*** Block opens ***

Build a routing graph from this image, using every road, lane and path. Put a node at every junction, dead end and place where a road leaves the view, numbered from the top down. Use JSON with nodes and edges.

*** Block closes ***
*** Block opens ***

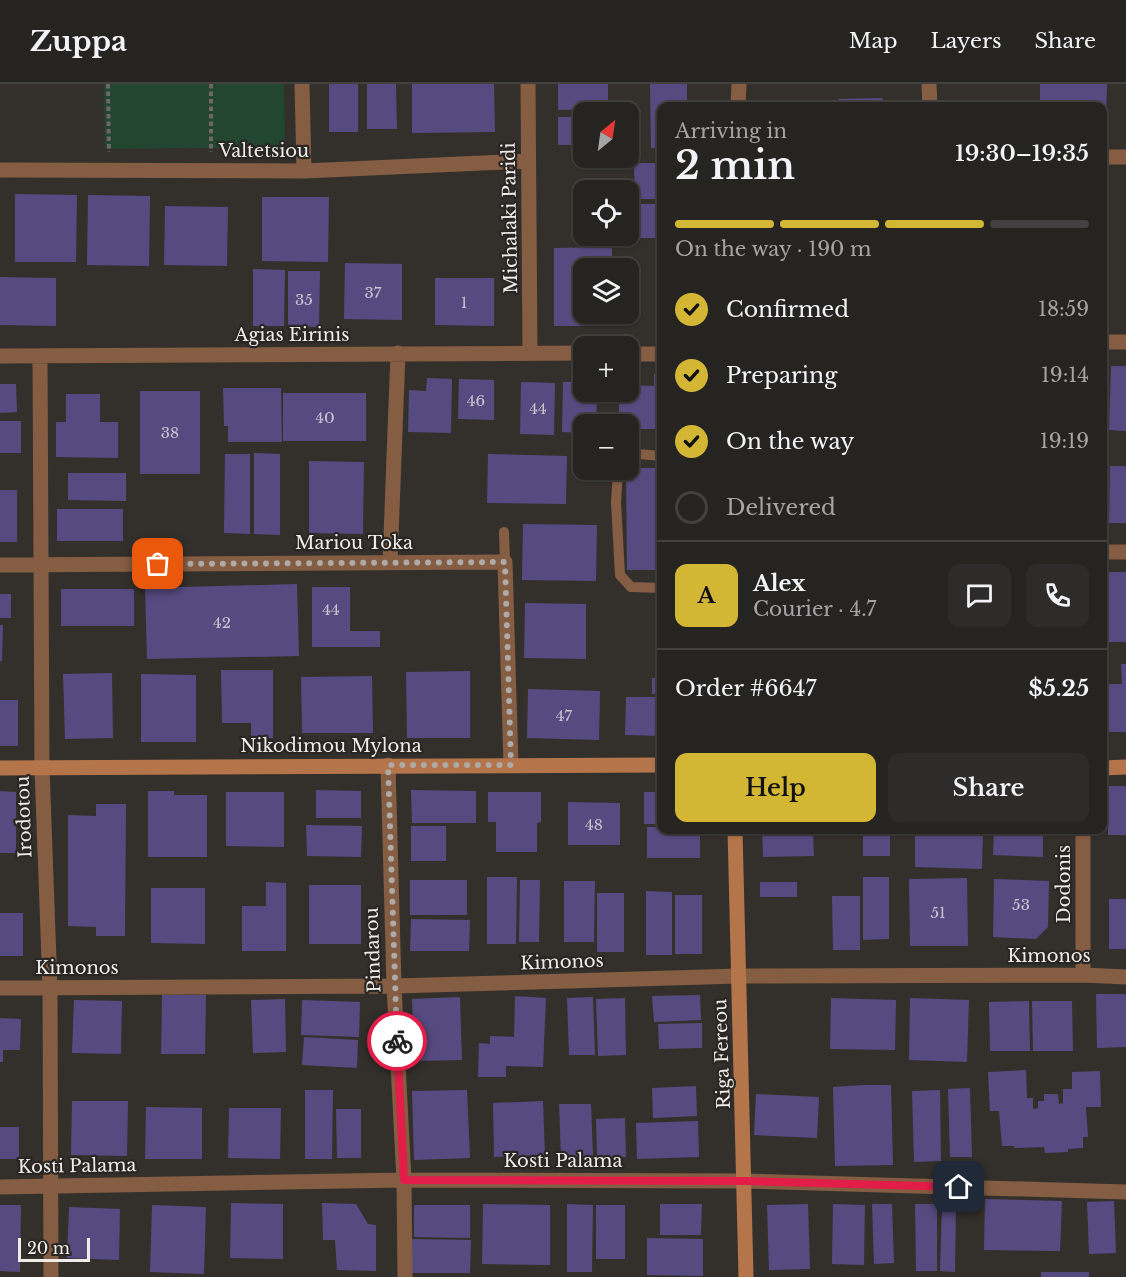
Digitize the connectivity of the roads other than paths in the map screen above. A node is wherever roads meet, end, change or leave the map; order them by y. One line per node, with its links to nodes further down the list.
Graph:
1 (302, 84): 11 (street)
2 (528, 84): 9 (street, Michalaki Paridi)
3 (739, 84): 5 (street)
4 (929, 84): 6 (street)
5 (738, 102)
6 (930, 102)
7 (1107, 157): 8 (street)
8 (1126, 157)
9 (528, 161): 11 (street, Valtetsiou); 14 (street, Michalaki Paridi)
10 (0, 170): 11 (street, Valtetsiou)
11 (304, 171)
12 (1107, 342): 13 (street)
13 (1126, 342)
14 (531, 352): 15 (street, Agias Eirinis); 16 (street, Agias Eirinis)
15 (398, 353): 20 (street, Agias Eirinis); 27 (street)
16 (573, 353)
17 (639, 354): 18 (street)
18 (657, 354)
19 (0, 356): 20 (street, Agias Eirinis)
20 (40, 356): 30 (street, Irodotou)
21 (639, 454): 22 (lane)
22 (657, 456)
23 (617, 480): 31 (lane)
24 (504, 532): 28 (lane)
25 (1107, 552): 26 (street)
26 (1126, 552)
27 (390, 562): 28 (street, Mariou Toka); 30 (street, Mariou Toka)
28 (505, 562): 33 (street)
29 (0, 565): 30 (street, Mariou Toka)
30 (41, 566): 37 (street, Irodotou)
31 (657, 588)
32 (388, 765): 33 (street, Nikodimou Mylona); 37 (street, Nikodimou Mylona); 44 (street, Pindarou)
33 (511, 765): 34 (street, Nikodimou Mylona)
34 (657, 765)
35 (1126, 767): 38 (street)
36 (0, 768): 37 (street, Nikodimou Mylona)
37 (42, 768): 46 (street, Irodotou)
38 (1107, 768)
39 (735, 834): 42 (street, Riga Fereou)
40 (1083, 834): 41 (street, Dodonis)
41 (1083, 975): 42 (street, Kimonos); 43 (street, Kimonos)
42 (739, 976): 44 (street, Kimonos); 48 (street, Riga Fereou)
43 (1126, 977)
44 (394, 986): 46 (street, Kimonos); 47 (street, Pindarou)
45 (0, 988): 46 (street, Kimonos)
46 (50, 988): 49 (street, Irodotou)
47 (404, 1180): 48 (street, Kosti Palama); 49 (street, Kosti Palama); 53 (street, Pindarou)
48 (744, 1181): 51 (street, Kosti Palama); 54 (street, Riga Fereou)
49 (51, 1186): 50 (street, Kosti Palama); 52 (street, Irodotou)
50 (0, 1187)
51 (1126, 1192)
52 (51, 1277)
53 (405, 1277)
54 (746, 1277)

*** Block closes ***
*** Block opens ***

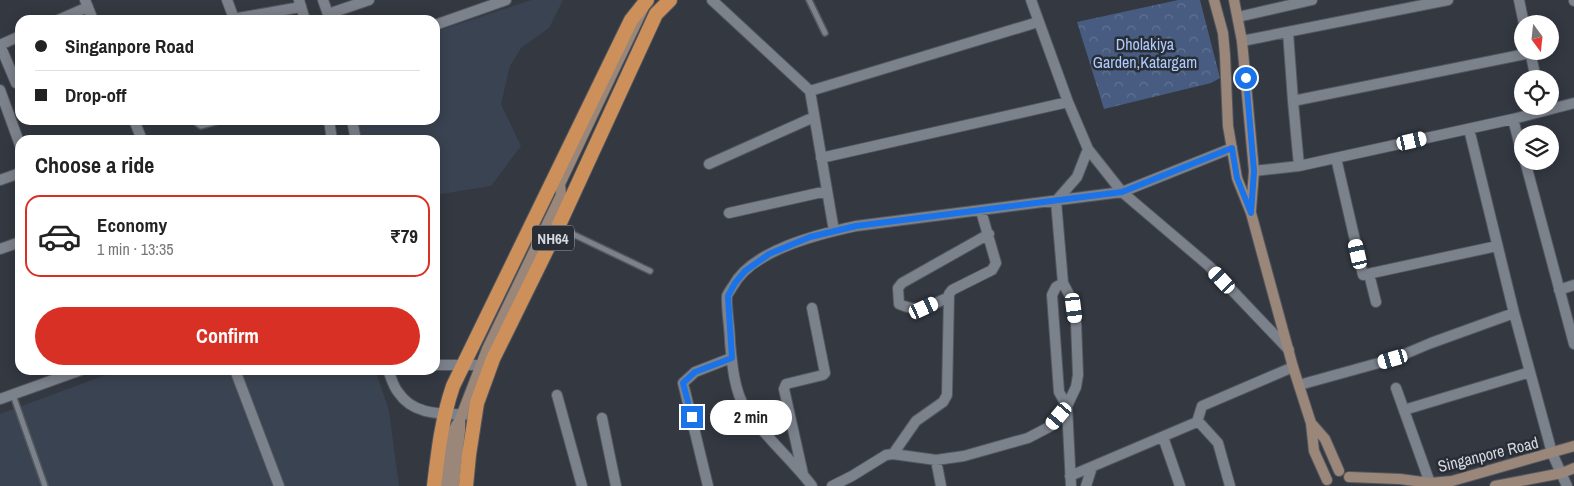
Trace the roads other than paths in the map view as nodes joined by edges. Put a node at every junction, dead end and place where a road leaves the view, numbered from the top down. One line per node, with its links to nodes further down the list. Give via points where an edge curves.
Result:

*** Block closes ***

Scan the entries above. Copy each line that has the string "links".

Digitize the connectivity of the roads other than paths in the map screen above. A node is wherever roads meet, end, change or leave the map; order them by y. One line per node, with its links to nodes further down the list.
Trace the roads other than paths in the map view as nodes joined by edges. Put a node at every junction, dead end and place where a road leaves the view, numbered from the top down. One line per node, with its links to nodes further down the list. Give via points where an edge curves.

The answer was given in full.